--- DATA UNDER STUDY ---
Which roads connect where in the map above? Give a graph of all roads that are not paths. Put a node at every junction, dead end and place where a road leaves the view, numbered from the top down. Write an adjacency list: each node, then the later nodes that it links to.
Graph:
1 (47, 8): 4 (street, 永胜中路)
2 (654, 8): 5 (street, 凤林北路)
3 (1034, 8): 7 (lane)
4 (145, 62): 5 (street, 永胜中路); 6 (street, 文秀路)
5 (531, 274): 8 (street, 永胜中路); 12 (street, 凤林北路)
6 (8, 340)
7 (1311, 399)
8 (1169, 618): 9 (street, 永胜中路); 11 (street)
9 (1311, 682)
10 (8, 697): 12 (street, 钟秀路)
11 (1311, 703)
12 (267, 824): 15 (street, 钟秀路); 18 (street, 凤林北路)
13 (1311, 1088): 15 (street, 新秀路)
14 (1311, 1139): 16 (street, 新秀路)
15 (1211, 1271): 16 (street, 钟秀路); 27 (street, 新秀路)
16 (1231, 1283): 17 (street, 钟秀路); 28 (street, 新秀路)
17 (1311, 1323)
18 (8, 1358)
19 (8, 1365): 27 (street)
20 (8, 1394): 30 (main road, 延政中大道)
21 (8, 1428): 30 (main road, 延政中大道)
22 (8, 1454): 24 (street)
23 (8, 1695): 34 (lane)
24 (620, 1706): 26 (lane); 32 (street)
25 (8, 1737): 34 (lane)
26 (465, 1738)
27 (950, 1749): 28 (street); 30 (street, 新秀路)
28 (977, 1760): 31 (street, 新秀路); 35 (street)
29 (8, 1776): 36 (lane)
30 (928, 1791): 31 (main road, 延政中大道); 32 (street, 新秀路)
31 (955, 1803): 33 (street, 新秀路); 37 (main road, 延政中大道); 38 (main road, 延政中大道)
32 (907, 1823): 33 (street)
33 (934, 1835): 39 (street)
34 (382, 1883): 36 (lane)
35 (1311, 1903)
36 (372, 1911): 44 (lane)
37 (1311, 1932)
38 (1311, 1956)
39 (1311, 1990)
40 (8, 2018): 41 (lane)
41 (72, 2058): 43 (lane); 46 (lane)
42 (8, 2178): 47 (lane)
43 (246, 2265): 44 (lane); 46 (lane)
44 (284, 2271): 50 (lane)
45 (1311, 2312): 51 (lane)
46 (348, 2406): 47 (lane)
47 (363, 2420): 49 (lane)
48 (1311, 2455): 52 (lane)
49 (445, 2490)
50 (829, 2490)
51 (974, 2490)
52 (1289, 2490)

--- YOUR ASSIGNMENT ---
Of all the lines in the data above, show only those that hold the word "凤林北路".

--- EXERCISE RESPONSE ---
2 (654, 8): 5 (street, 凤林北路)
5 (531, 274): 8 (street, 永胜中路); 12 (street, 凤林北路)
12 (267, 824): 15 (street, 钟秀路); 18 (street, 凤林北路)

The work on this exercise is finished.